*What the task asks*: The entries should each be set down again precisely.
──────────────────────────────
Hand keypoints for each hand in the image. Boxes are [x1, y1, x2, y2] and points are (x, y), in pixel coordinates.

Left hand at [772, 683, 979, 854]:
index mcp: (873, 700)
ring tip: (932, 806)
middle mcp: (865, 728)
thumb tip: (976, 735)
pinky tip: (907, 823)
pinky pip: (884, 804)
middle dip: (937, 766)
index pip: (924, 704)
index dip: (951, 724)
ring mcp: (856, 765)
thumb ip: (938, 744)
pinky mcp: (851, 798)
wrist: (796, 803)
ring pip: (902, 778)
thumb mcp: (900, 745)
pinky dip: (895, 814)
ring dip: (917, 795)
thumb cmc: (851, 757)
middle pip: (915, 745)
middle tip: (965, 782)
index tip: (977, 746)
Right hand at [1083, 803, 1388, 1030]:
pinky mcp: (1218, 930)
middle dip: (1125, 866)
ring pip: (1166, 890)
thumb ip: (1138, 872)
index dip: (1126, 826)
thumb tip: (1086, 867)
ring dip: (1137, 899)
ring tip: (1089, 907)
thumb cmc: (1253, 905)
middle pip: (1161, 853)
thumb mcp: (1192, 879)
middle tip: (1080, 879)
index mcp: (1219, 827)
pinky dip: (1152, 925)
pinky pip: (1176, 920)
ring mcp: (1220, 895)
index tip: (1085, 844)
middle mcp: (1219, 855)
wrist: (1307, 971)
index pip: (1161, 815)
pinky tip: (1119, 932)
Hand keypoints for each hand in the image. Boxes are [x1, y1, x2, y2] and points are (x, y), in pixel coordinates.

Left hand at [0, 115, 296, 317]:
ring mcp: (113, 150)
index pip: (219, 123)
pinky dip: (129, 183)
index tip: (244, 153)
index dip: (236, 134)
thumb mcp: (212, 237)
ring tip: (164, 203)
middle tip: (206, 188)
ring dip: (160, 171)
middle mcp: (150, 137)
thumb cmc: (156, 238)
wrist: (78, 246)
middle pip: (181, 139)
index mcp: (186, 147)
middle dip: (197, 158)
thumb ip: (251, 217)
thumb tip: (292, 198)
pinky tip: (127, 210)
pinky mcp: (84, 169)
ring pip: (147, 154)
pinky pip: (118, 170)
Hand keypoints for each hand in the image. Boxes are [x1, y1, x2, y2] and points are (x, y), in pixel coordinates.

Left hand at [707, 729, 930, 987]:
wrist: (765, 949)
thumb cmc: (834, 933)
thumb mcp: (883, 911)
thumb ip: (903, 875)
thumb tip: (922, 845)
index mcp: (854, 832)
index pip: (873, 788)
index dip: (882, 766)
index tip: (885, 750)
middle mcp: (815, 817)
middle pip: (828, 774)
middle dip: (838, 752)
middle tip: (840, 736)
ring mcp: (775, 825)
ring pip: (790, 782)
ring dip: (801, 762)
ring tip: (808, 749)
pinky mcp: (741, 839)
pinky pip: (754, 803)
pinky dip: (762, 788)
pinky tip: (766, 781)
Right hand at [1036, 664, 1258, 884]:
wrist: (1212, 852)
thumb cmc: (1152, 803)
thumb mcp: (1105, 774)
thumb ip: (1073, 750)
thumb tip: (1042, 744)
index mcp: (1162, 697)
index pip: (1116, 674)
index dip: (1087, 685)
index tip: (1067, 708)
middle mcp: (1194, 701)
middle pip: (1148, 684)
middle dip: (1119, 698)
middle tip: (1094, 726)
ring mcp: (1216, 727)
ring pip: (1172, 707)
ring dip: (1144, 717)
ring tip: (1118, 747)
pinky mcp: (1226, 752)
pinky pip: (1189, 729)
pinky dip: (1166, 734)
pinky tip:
──────────────────────────────
*Exercise solution*:
Hand keypoints for each hand in the image. Boxes are [x1, y1, x2, y2] and points are (x, y), in pixel coordinates.

Left hand at [772, 683, 979, 854]:
index mcp: (873, 700)
ring tip: (932, 806)
middle mcp: (865, 728)
thumb tip: (976, 735)
pinky tip: (907, 823)
pinky pip: (884, 804)
middle dip: (937, 766)
index pip: (924, 704)
index dip: (951, 724)
ring mcp: (856, 765)
thumb ip: (938, 744)
pinky mcp: (851, 798)
wrist: (796, 803)
ring pip: (902, 778)
thumb mcp: (900, 745)
pinky dip: (895, 814)
ring dip: (917, 795)
thumb cmc: (851, 757)
middle pip: (915, 745)
middle tip: (965, 782)
index tip: (977, 746)
Right hand at [1083, 803, 1388, 1030]:
pinky mcp: (1218, 930)
middle dip: (1125, 866)
ring pip: (1166, 890)
thumb ip: (1138, 872)
index dip: (1126, 826)
thumb tip: (1086, 867)
ring dip: (1137, 899)
ring tip: (1089, 907)
thumb cmc: (1253, 905)
middle pip: (1161, 853)
thumb mcp: (1192, 879)
middle tip: (1080, 879)
index mcp: (1219, 827)
pinky dip: (1152, 925)
pinky pip: (1176, 920)
ring mcp: (1220, 895)
index tip: (1085, 844)
middle mcp: (1219, 855)
wrist: (1307, 971)
index pip: (1161, 815)
pinky tip: (1119, 932)
Hand keypoints for each hand in the image. Boxes are [x1, y1, x2, y2] and points are (x, y), in pixel coordinates.

Left hand at [0, 115, 296, 317]:
ring mcp: (113, 150)
index pip: (219, 123)
pinky dip: (129, 183)
index tip: (244, 153)
index dip: (236, 134)
thumb mcp: (212, 237)
ring tip: (164, 203)
middle tip: (206, 188)
ring dip: (160, 171)
middle mcp: (150, 137)
thumb cmc: (156, 238)
wrist: (78, 246)
middle pip: (181, 139)
index mcp: (186, 147)
middle dip: (197, 158)
thumb ip: (251, 217)
thumb tip: (292, 198)
pinky tip: (127, 210)
pinky mcp: (84, 169)
ring pip: (147, 154)
pinky pip: (118, 170)
Hand keypoints for each hand in the image. Boxes are [x1, y1, x2, y2] and points are (x, y), in pixel coordinates.

Left hand at [707, 729, 930, 987]:
wrist: (765, 949)
thumb cmc: (834, 933)
thumb mcp: (883, 911)
thumb ip: (903, 875)
thumb tip: (922, 845)
index mcp: (854, 832)
index pip: (873, 788)
index dip: (882, 766)
index tip: (885, 750)
middle mcp: (815, 817)
middle pip: (828, 774)
middle dip: (838, 752)
middle tip: (840, 736)
ring mcp: (775, 825)
ring pip: (790, 782)
ring dip: (801, 762)
ring tip: (808, 749)
pinky mcp: (741, 839)
pinky pip: (754, 803)
pinky dip: (762, 788)
pinky tip: (766, 781)
Right hand at [1036, 664, 1258, 884]:
wrist: (1212, 852)
thumb cmc: (1152, 803)
thumb mcp: (1105, 774)
thumb ip: (1073, 750)
thumb tip: (1042, 744)
index mcp: (1162, 697)
index pip: (1116, 674)
index dip: (1087, 685)
index tip: (1067, 708)
middle mcp: (1194, 701)
middle pip: (1148, 684)
middle dip: (1119, 698)
middle tip: (1094, 726)
ring mcp: (1216, 727)
ring pip: (1172, 707)
ring dip: (1144, 717)
ring tip: (1118, 747)
pinky mcp: (1226, 752)
pinky pip: (1189, 729)
pinky dip: (1166, 734)
pinky tip:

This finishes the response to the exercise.